** Opening GIVEN RECORDS block **

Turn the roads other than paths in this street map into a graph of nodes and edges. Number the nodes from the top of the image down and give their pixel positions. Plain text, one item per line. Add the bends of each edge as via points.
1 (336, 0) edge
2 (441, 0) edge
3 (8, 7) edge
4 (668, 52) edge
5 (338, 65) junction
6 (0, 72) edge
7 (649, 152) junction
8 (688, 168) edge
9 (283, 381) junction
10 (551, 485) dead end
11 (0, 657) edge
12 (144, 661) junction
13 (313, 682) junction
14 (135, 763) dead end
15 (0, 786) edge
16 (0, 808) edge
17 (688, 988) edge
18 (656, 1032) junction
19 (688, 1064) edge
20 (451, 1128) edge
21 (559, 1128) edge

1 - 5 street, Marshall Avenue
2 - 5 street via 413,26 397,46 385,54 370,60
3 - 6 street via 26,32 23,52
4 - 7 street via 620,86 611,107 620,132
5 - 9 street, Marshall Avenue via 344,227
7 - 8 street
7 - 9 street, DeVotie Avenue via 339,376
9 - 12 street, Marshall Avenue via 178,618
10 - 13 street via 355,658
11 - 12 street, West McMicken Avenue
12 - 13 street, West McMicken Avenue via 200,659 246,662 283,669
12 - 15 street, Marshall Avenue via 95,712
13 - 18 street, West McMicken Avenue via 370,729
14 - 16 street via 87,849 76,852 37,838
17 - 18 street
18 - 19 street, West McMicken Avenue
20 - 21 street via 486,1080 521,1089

** Closing GIVEN RECORDS block **

Print every record exactly as written.

ANSWER FOR THIS EXERCISE:
Turn the roads other than paths in this street map into a graph of nodes and edges. Number the nodes from the top of the image down and give their pixel positions. Plain text, one item per line. Add the bends of each edge as via points.
1 (336, 0) edge
2 (441, 0) edge
3 (8, 7) edge
4 (668, 52) edge
5 (338, 65) junction
6 (0, 72) edge
7 (649, 152) junction
8 (688, 168) edge
9 (283, 381) junction
10 (551, 485) dead end
11 (0, 657) edge
12 (144, 661) junction
13 (313, 682) junction
14 (135, 763) dead end
15 (0, 786) edge
16 (0, 808) edge
17 (688, 988) edge
18 (656, 1032) junction
19 (688, 1064) edge
20 (451, 1128) edge
21 (559, 1128) edge

1 - 5 street, Marshall Avenue
2 - 5 street via 413,26 397,46 385,54 370,60
3 - 6 street via 26,32 23,52
4 - 7 street via 620,86 611,107 620,132
5 - 9 street, Marshall Avenue via 344,227
7 - 8 street
7 - 9 street, DeVotie Avenue via 339,376
9 - 12 street, Marshall Avenue via 178,618
10 - 13 street via 355,658
11 - 12 street, West McMicken Avenue
12 - 13 street, West McMicken Avenue via 200,659 246,662 283,669
12 - 15 street, Marshall Avenue via 95,712
13 - 18 street, West McMicken Avenue via 370,729
14 - 16 street via 87,849 76,852 37,838
17 - 18 street
18 - 19 street, West McMicken Avenue
20 - 21 street via 486,1080 521,1089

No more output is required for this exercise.